Disciplina inglesa, azotes y flagelación en el sexo

disciplina inglesa

Dicho así suena algo duro y poco amable, no? Pero si lo llamamos bondage, ya se entiende mejor? O todavía no? Diremos que ser sumiso o masoquista y ser amo dominador, o máster, son cosas antagónicas, opuestas. Pues de eso va tener sexo bajo puestas en escena algo más arriesgadas que hacer la postura del misionero, pero claro, tampoco es para todo el mundo que jamás se lo haya planteado.

 

Sea como fuere, para todos aquellos dispuestos y anhelantes de pasar una velada donde el placer y el dolor van de la mano, un poco de disciplina inglesa no viene mal. De la férrea época victoriana inglesa proviene la disciplina en los colegios donde se infringían castigos y que se ha trasladado al mundo sexual y e´rotico con mucho éxito.

 

Hay personas que si no es con mano dura, nunca mejor dicho, no se lanzan a un encuentro íntimo donde el sexo se funde y se confunde con la sumisión dominación, rayando con el sadomasoquismo, muy próximo a esta práctica pero más extremo.

 

Y qué decir?
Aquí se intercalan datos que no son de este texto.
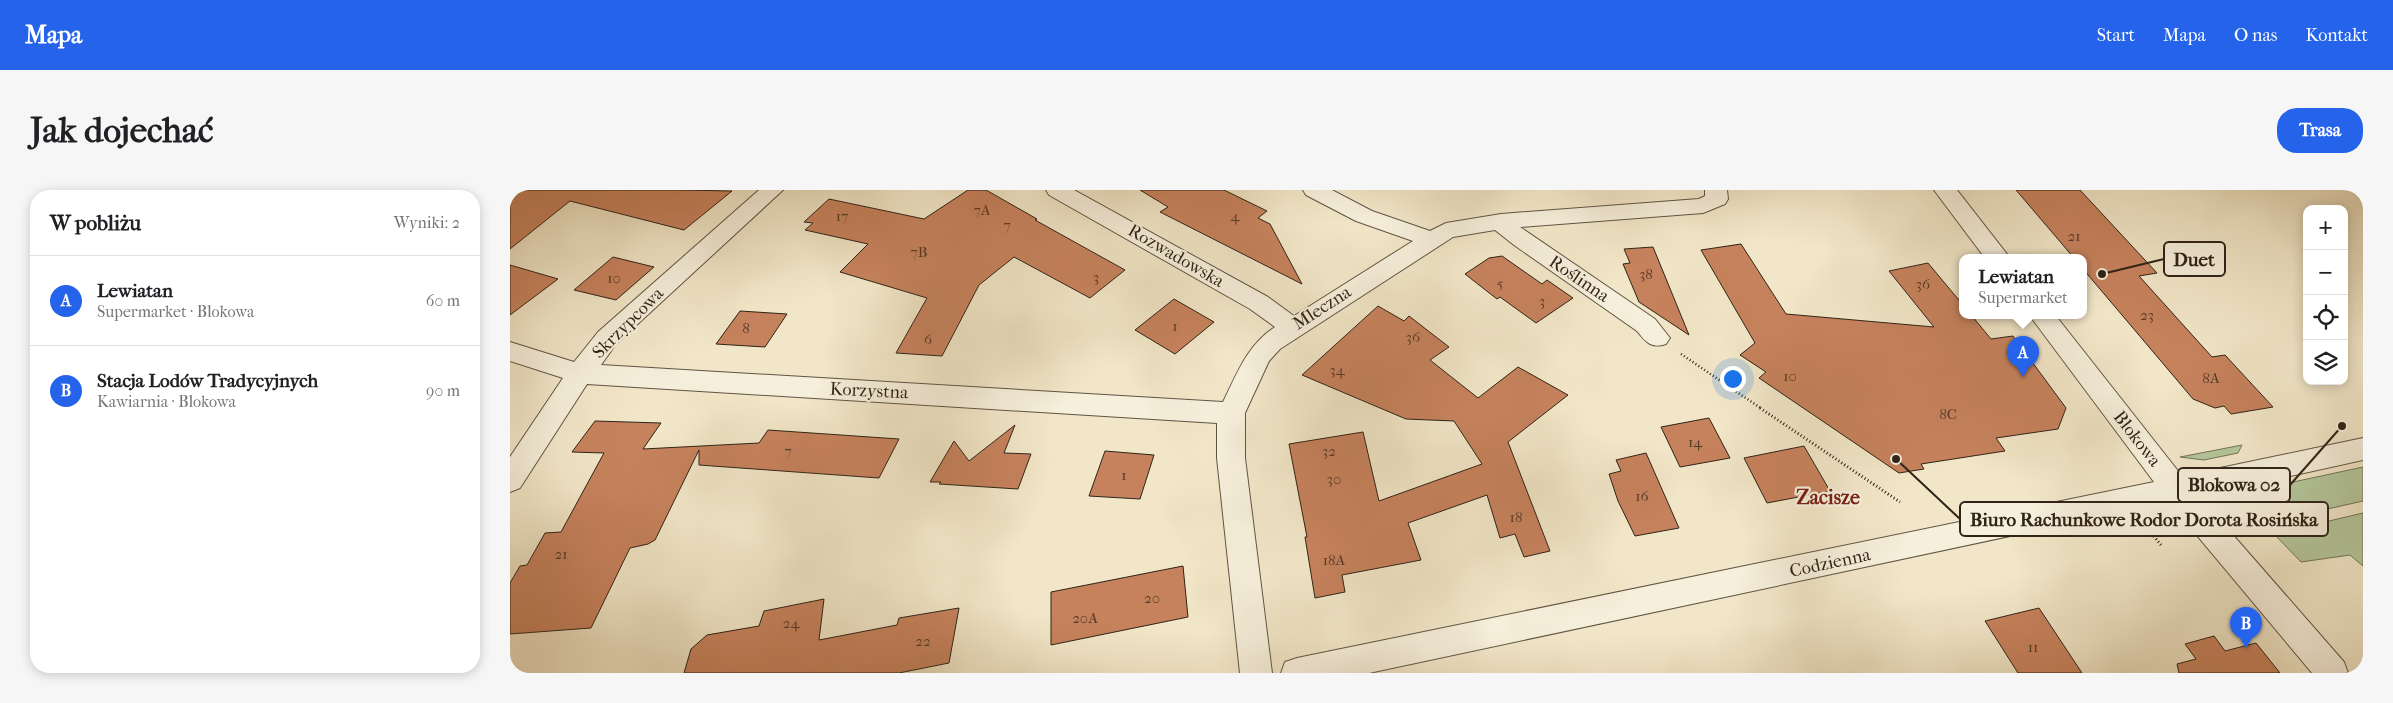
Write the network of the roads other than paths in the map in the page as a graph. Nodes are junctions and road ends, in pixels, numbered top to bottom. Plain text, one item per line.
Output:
1 (772, 190) edge
2 (1057, 190) edge
3 (1314, 190) edge
4 (1945, 190) edge
5 (1709, 198) edge
6 (1501, 221) junction
7 (1430, 239) junction
8 (1995, 254) edge
9 (2044, 319) edge
10 (1292, 327) junction
11 (1657, 338) road end
12 (510, 351) edge
13 (580, 374) junction
14 (1231, 413) junction
15 (2363, 449) edge
16 (510, 480) edge
17 (2176, 490) junction
18 (1256, 673) edge
19 (1296, 673) edge
20 (2332, 673) edge

1 - 13 street, Skrzypcowa
2 - 10 street, Rozwadowska
3 - 7 street
4 - 8 street
5 - 6 street, Mleczna
6 - 7 street, Mleczna
6 - 11 street, Roślinna
7 - 10 street, Mleczna
9 - 17 street, Blokowa
10 - 14 street, Mleczna
12 - 13 street, Korzystna
13 - 14 street, Korzystna
13 - 16 street, Skrzypcowa
14 - 18 street, Mleczna
15 - 17 street, Codzienna
17 - 19 street, Codzienna
17 - 20 street, Blokowa

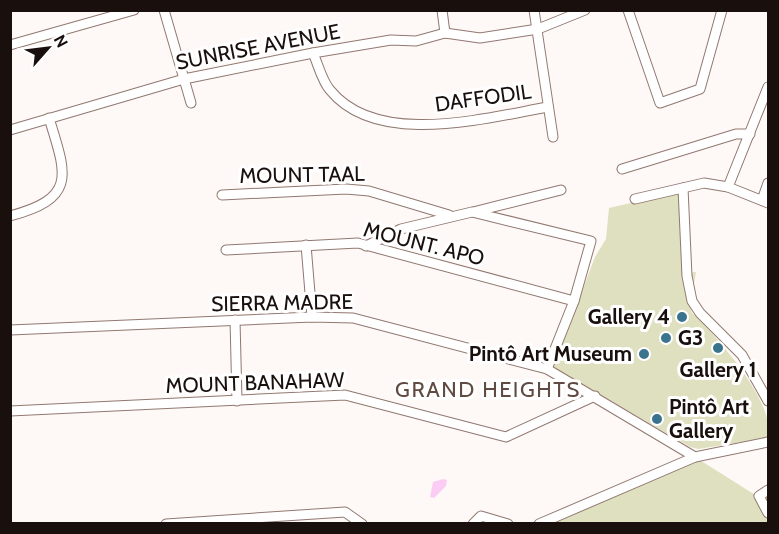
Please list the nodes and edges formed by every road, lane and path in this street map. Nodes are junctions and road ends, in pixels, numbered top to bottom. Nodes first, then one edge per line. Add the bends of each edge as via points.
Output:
1 (134, 10) edge
2 (164, 10) edge
3 (441, 10) edge
4 (534, 10) edge
5 (585, 10) edge
6 (628, 10) edge
7 (722, 10) edge
8 (538, 29) junction
9 (445, 33) junction
10 (10, 45) edge
11 (313, 53) junction
12 (184, 79) junction
13 (768, 87) edge
14 (191, 103) dead end
15 (548, 107) junction
16 (49, 118) junction
17 (10, 130) edge
18 (750, 134) junction
19 (553, 136) dead end
20 (622, 169) dead end
21 (768, 183) edge
22 (683, 188) junction
23 (728, 188) junction
24 (561, 190) dead end
25 (222, 195) dead end
26 (635, 199) dead end
27 (765, 201) edge
28 (472, 212) junction
29 (451, 215) junction
30 (10, 216) edge
31 (306, 245) junction
32 (366, 246) junction
33 (226, 250) dead end
34 (574, 301) junction
35 (312, 317) junction
36 (235, 320) junction
37 (10, 330) edge
38 (547, 369) junction
39 (595, 396) junction
40 (237, 401) junction
41 (768, 401) edge
42 (10, 411) edge
43 (768, 442) edge
44 (694, 457) junction
45 (768, 490) edge
46 (768, 513) edge
47 (166, 524) edge
48 (362, 524) edge
49 (472, 524) edge
50 (508, 524) edge
51 (539, 524) edge

1 - 10 street
2 - 12 street
3 - 9 street
4 - 8 street
5 - 8 street, SUNRISE AVENUE
6 - 7 street via 660,103 700,89
8 - 9 street, SUNRISE AVENUE via 480,38
8 - 15 street
9 - 11 street, SUNRISE AVENUE via 416,41 391,40
11 - 12 street, SUNRISE AVENUE
11 - 15 street, DAFFODIL via 329,89 346,106 367,118 451,124
12 - 14 street
12 - 16 street, SUNRISE AVENUE
13 - 18 street
15 - 19 street
16 - 17 street, SUNRISE AVENUE
16 - 30 street via 62,162 62,181 56,194 38,208
18 - 20 street via 736,134
18 - 23 street
21 - 27 street
22 - 23 street via 704,183
22 - 26 street
22 - 41 street via 687,276 692,300 742,354
23 - 27 street
24 - 28 street
25 - 29 street, MOUNT TAAL via 369,191
28 - 29 street
28 - 34 street via 592,244
29 - 32 street via 401,229
31 - 32 street, MOUNT. APO
31 - 33 street, MOUNT. APO
31 - 35 street
32 - 34 street, MOUNT. APO
34 - 38 street
35 - 36 street, SIERRA MADRE
35 - 38 street, SIERRA MADRE via 353,318
36 - 37 street, SIERRA MADRE
36 - 40 street
38 - 39 street, SIERRA MADRE
39 - 40 street, MOUNT BANAHAW via 506,437 345,395
39 - 44 street, SIERRA MADRE
40 - 42 street, MOUNT BANAHAW
43 - 44 street
44 - 51 street
45 - 46 street via 759,496
47 - 48 street via 345,512
49 - 50 street via 481,516

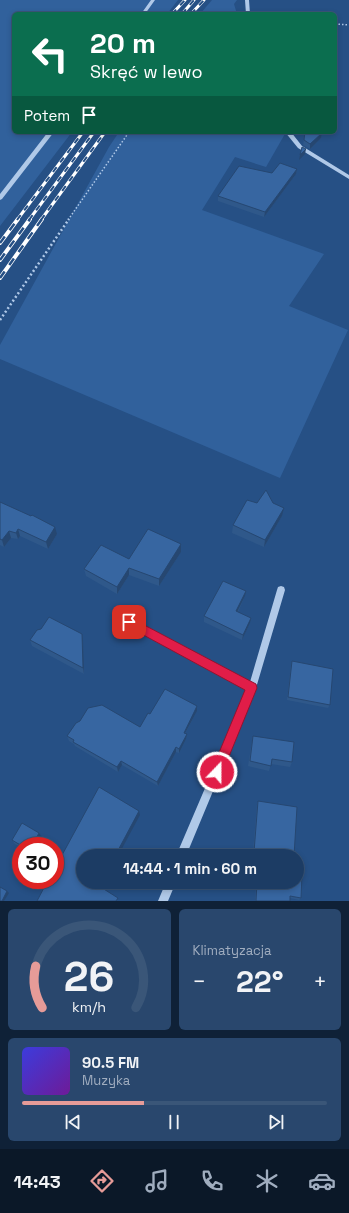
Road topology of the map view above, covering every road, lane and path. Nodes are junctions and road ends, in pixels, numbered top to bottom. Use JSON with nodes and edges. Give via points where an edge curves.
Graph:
{"nodes":[{"id":1,"x":153,"y":0,"type":"edge"},
{"id":2,"x":247,"y":0,"type":"edge"},
{"id":3,"x":144,"y":12,"type":"edge"},
{"id":4,"x":248,"y":12,"type":"edge"},
{"id":5,"x":337,"y":24,"type":"edge"},
{"id":6,"x":349,"y":25,"type":"edge"},
{"id":7,"x":49,"y":134,"type":"edge"},
{"id":8,"x":128,"y":134,"type":"edge"},
{"id":9,"x":290,"y":134,"type":"edge"},
{"id":10,"x":349,"y":177,"type":"edge"},
{"id":11,"x":0,"y":198,"type":"edge"},
{"id":12,"x":0,"y":320,"type":"edge"},
{"id":13,"x":281,"y":590,"type":"dead end"},
{"id":14,"x":129,"y":622,"type":"dead end"},
{"id":15,"x":252,"y":688,"type":"junction"},
{"id":16,"x":185,"y":849,"type":"edge"},
{"id":17,"x":168,"y":889,"type":"edge"},
{"id":18,"x":163,"y":901,"type":"edge"}],
"edges":[{"from":1,"to":3,"type":"street"},
{"from":2,"to":4,"type":"street"},
{"from":5,"to":6,"type":"path"},
{"from":7,"to":11,"type":"street"},
{"from":8,"to":12,"type":"path"},
{"from":9,"to":10,"type":"street","via":[[300,147]]},
{"from":13,"to":15,"type":"street"},
{"from":14,"to":15,"type":"street"},
{"from":15,"to":16,"type":"street"},
{"from":17,"to":18,"type":"street"}]}
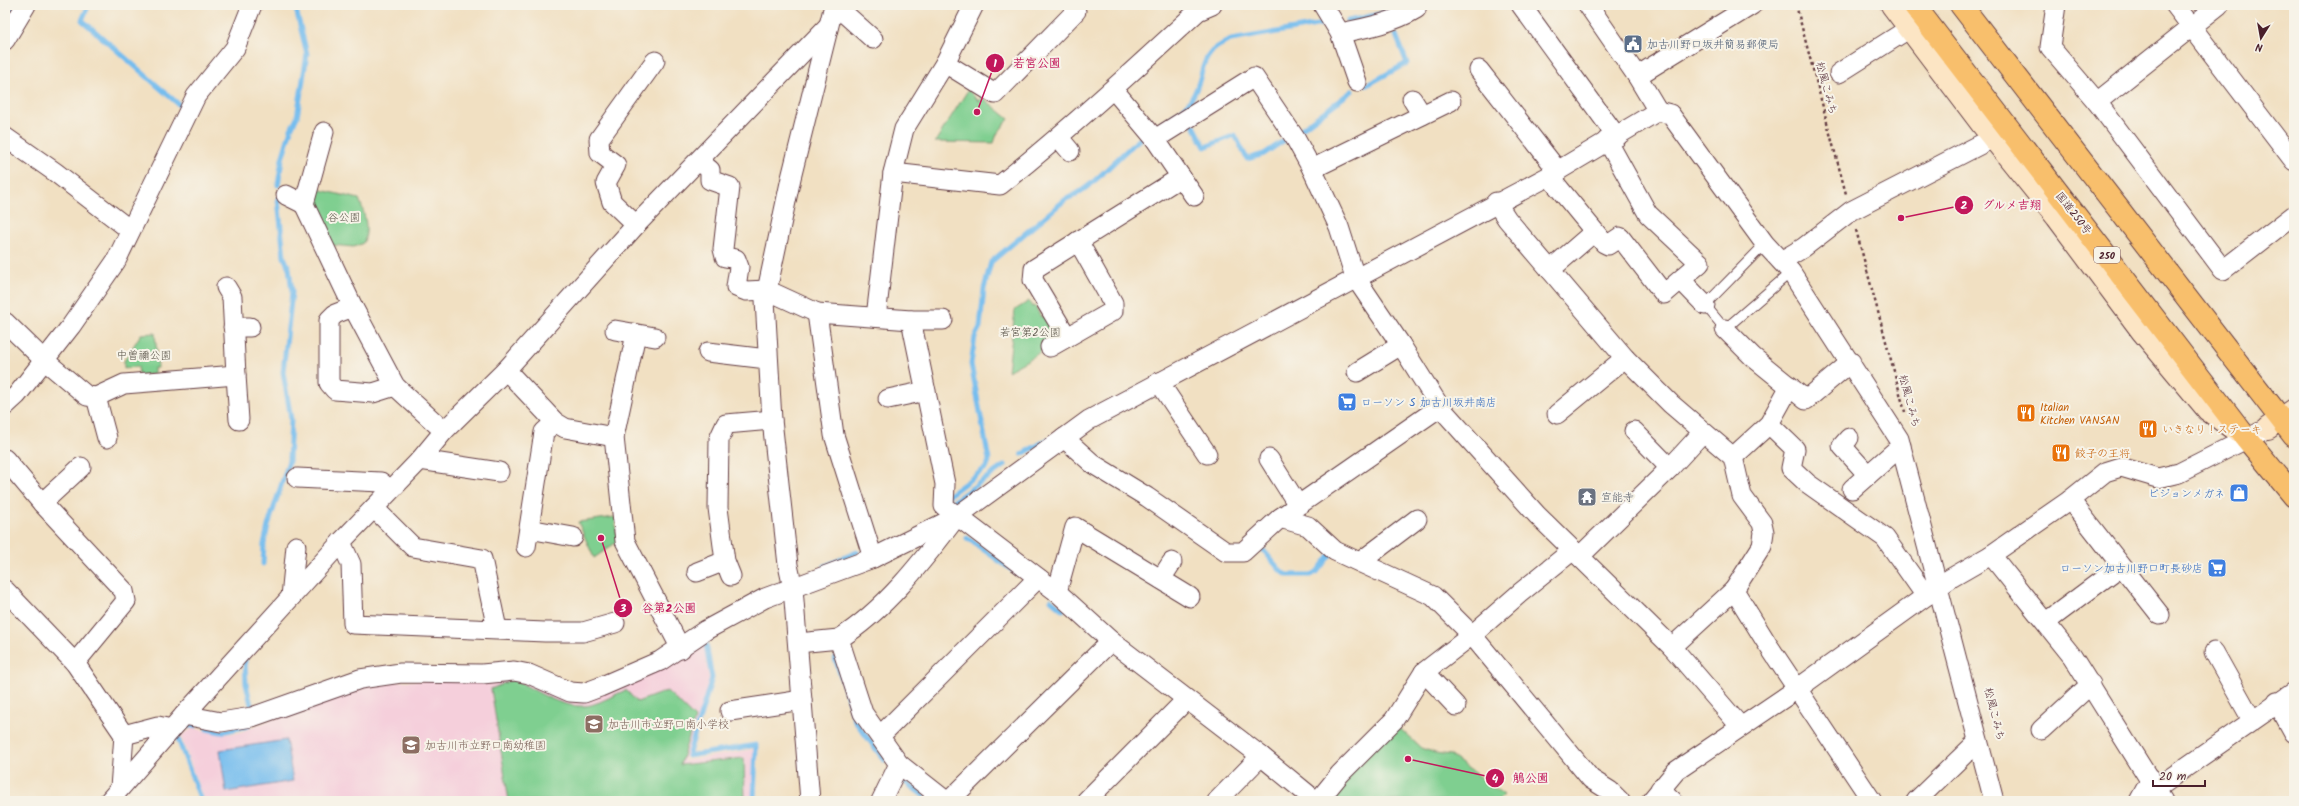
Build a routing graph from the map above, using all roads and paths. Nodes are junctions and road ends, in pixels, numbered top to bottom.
1 (26, 5) edge
2 (252, 5) edge
3 (834, 5) edge
4 (1323, 5) edge
5 (1415, 5) edge
6 (1521, 5) edge
7 (1588, 5) edge
8 (1752, 5) edge
9 (1796, 5) edge
10 (1892, 5) edge
11 (1961, 5) edge
12 (2056, 5) edge
13 (2175, 5) edge
14 (2219, 5) edge
15 (1075, 7) edge
16 (1203, 7) edge
17 (968, 8) edge
18 (1915, 15) edge
19 (2192, 26) junction
20 (827, 27) junction
21 (1340, 33) junction
22 (873, 39) dead end
23 (5, 40) edge
24 (655, 61) dead end
25 (945, 63) junction
26 (1479, 70) dead end
27 (1840, 73) dead end
28 (1638, 76) junction
29 (1357, 82) dead end
30 (1114, 90) junction
31 (1412, 99) dead end
32 (1451, 101) dead end
33 (2097, 102) junction
34 (1658, 112) junction
35 (1422, 115) junction
36 (324, 132) dead end
37 (1612, 138) junction
38 (1993, 138) junction
39 (1155, 139) junction
40 (8, 145) edge
41 (699, 160) junction
42 (2294, 162) edge
43 (1312, 169) junction
44 (893, 173) junction
45 (1554, 173) junction
46 (1180, 177) junction
47 (286, 195) dead end
48 (1194, 196) dead end
49 (1496, 202) junction
50 (304, 204) junction
51 (1851, 211) junction
52 (2294, 215) edge
53 (636, 225) junction
54 (130, 230) junction
55 (1594, 232) junction
56 (1078, 241) junction
57 (1765, 244) junction
58 (1786, 266) junction
59 (1550, 270) junction
60 (1355, 277) junction
61 (1681, 280) junction
62 (226, 287) dead end
63 (767, 290) junction
64 (1705, 305) junction
65 (353, 308) junction
66 (817, 313) junction
67 (876, 317) junction
68 (911, 320) junction
69 (943, 320) dead end
70 (5, 322) edge
71 (1724, 329) junction
72 (615, 330) dead end
73 (636, 334) junction
74 (655, 337) dead end
75 (1067, 337) junction
76 (1401, 345) junction
77 (1050, 347) dead end
78 (708, 352) dead end
79 (767, 358) junction
80 (1625, 358) junction
81 (44, 360) junction
82 (1851, 362) junction
83 (506, 370) junction
84 (1357, 372) dead end
85 (236, 375) junction
86 (1159, 382) junction
87 (395, 386) junction
88 (1790, 386) junction
89 (926, 391) junction
90 (96, 397) junction
91 (888, 399) dead end
92 (5, 406) edge
93 (1440, 407) junction
94 (1557, 414) dead end
95 (1905, 414) dead end
96 (239, 420) dead end
97 (772, 420) junction
98 (555, 422) junction
99 (2284, 423) edge
100 (1769, 424) junction
101 (1634, 430) dead end
102 (444, 431) junction
103 (1703, 432) junction
104 (614, 436) junction
105 (107, 438) dead end
106 (1064, 438) junction
107 (1849, 438) dead end
108 (2247, 439) junction
109 (1901, 446) junction
110 (1208, 454) dead end
111 (1733, 457) junction
112 (5, 459) edge
113 (1269, 459) dead end
114 (420, 460) junction
115 (81, 467) dead end
116 (1670, 468) junction
117 (499, 472) dead end
118 (1868, 474) junction
119 (297, 478) dead end
120 (1852, 489) dead end
121 (390, 490) junction
122 (2294, 496) edge
123 (2070, 500) junction
124 (42, 503) junction
125 (1298, 505) junction
126 (374, 508) junction
127 (956, 517) junction
128 (1280, 518) junction
129 (1417, 519) dead end
130 (573, 537) dead end
131 (341, 542) junction
132 (296, 546) dead end
133 (1577, 553) junction
134 (1990, 555) junction
135 (873, 558) junction
136 (1172, 562) dead end
137 (1360, 562) junction
138 (2121, 566) junction
139 (697, 572) dead end
140 (1038, 578) junction
141 (1162, 580) junction
142 (793, 588) junction
143 (5, 590) edge
144 (1734, 590) junction
145 (1057, 592) junction
146 (1932, 592) junction
147 (1190, 596) dead end
148 (291, 597) junction
149 (2160, 615) dead end
150 (2046, 622) junction
151 (615, 623) dead end
152 (497, 629) junction
153 (1472, 635) junction
154 (839, 639) junction
155 (1111, 641) junction
156 (798, 642) junction
157 (1672, 647) junction
158 (681, 649) junction
159 (2214, 652) dead end
160 (75, 663) junction
161 (1424, 672) junction
162 (2091, 684) junction
163 (1796, 689) junction
164 (2294, 692) edge
165 (802, 700) junction
166 (1186, 700) junction
167 (2277, 702) junction
168 (1456, 706) dead end
169 (730, 711) dead end
170 (184, 715) junction
171 (2252, 720) junction
172 (1740, 726) junction
173 (172, 729) junction
174 (2041, 730) dead end
175 (2294, 733) edge
176 (124, 735) junction
177 (880, 736) junction
178 (1978, 741) junction
179 (1262, 756) junction
180 (899, 764) junction
181 (2157, 790) edge
182 (115, 794) edge
183 (1661, 797) edge
184 (810, 801) edge
185 (881, 801) edge
186 (946, 801) edge
187 (950, 801) edge
188 (1086, 801) edge
189 (1217, 801) edge
190 (1317, 801) edge
191 (1620, 801) edge
192 (1872, 801) edge
193 (1916, 801) edge
194 (1994, 801) edge
195 (2138, 801) edge

1 - 23 street
2 - 54 street
3 - 20 street
3 - 22 street
4 - 21 street
5 - 21 street
6 - 37 street
7 - 28 street
8 - 28 street
9 - 51 path, 松風こみち
10 - 18 street
11 - 99 highway
12 - 33 street
13 - 19 street
14 - 19 street
15 - 25 street
16 - 30 street
17 - 25 street
18 - 27 street
18 - 38 street
18 - 108 highway, 国道250号 / 250
19 - 33 street
19 - 42 street
20 - 41 street
20 - 63 street
21 - 29 street
24 - 53 street
25 - 44 street
26 - 45 street
28 - 34 street
30 - 39 street
30 - 44 street
31 - 35 street
32 - 35 street
33 - 52 street
34 - 37 street
34 - 57 street
35 - 43 street
36 - 50 street
37 - 45 street
37 - 61 street
38 - 51 street
38 - 108 street
39 - 43 street
39 - 46 street
40 - 54 street
41 - 53 street
41 - 63 street
43 - 60 street
44 - 67 street
45 - 49 street
45 - 55 street
46 - 48 street
46 - 56 street
47 - 50 street
49 - 59 street
49 - 60 street
50 - 65 street
51 - 58 street
51 - 95 path, 松風こみち
53 - 83 street
54 - 81 street
55 - 59 street
55 - 61 street
56 - 75 street
56 - 75 street
57 - 58 street
57 - 64 lane
58 - 71 lane
58 - 82 street
59 - 80 street
60 - 76 street
60 - 86 street
61 - 64 street
62 - 85 street
63 - 66 street
63 - 79 street
64 - 71 lane
65 - 87 street
65 - 87 street
66 - 67 street
66 - 135 street
67 - 68 street
68 - 69 street
68 - 89 street
70 - 81 street
71 - 88 street
72 - 73 street
73 - 74 street
73 - 104 street
75 - 77 street
76 - 84 street
76 - 93 street
78 - 79 street
79 - 97 street
80 - 94 street
80 - 103 street
81 - 90 street
81 - 92 street
82 - 88 street
82 - 109 street
83 - 98 street
83 - 102 street
85 - 90 street
85 - 96 street
86 - 106 street
86 - 110 street
87 - 102 street
88 - 100 street
89 - 91 street
89 - 127 street
90 - 105 street
93 - 125 street
93 - 133 street
97 - 139 street
97 - 142 street
98 - 104 street
98 - 130 street
99 - 108 street
100 - 111 street
100 - 146 street
101 - 116 street
102 - 114 street
103 - 111 street
103 - 116 street
104 - 158 street
106 - 127 street
106 - 128 street
107 - 118 street
108 - 122 highway, 国道250号 / 250
108 - 123 street
109 - 118 street
109 - 146 street
111 - 144 street
112 - 124 street
113 - 125 street
114 - 117 street
114 - 121 street
115 - 124 street
116 - 133 street
118 - 120 street
119 - 121 street
121 - 126 street
123 - 134 street
123 - 138 street
124 - 160 street
125 - 128 street
126 - 131 street
126 - 152 street
127 - 135 street
127 - 140 street
127 - 154 street
128 - 137 street
129 - 137 street
131 - 148 street
131 - 152 street
132 - 148 street
133 - 153 street
133 - 157 street
134 - 146 street
134 - 150 street
135 - 142 street
136 - 141 street
137 - 153 street
138 - 149 street
138 - 150 street
140 - 145 street
140 - 177 street
141 - 145 street
141 - 147 street
142 - 156 street
142 - 158 street
143 - 160 street
144 - 157 street
144 - 163 street
145 - 155 street
146 - 163 street
146 - 178 street
148 - 170 street
150 - 162 street
151 - 152 street
153 - 161 street
153 - 191 street
154 - 156 street
154 - 177 street
155 - 166 street
155 - 187 street
156 - 165 street
157 - 172 street
158 - 170 street
159 - 171 street
160 - 176 street
161 - 168 street
161 - 190 street
162 - 174 street
162 - 181 street
163 - 172 street
163 - 192 street
164 - 167 street
165 - 169 street
165 - 184 street
166 - 179 street
166 - 188 street
167 - 171 street
167 - 175 street
170 - 173 street
171 - 181 street
172 - 183 street
173 - 176 street
173 - 182 street
176 - 182 street
177 - 180 street
178 - 193 street
178 - 194 street
179 - 189 street
179 - 190 street
180 - 185 street
180 - 186 street
181 - 195 street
Pues que el bondage está saliendo de los restringidos círculos del porno europeo más rancio o de las alcobas más insospechadas para hacerse más popular e incluso cotidiano, al menos como práctica conocida para el público común aunque no sean aficionados.

 

La llamada disciplina inglesa tiene un ritual tanto en escenografía como en práctica real entre parejas que acuerdan una sesión de sumisión y poder donde están presentes los azotes y la flagelación. Al erotismo y placer mediante el dolor podría ser la consigna de esta manera especial de satisfacerse, tanto uno como otro.  Y para ello, una serie de juguetes eróticos o complementos son indispensables si se quiere llevar a cabo con total rigor. Un flogger o gato de colas servirá para flagelar las nalgas del sumiso. Una regla de madera, una caña de bambú, un cinturón o la palma de la mano serán usados con la misma técnica, aunque estéticamente el gato de colas es más estético.

 

Sobre la cama, una silla, las rodillas, un sofá o incluso inmovilizado/a, el castigo llega también con azotes del bastón o palmetero mientras se ordenan deseos, como pueda ser hacer sexo oral al máster, besarle los pies o cualquier otra perla que tenga a bien mandar.

 

Se puede usar también el llamado Rebenque, un artilugio de origen argentino pensado para arrear al ganado y que es un látigo corto muy apropiado para el spankee o azotes igualmente.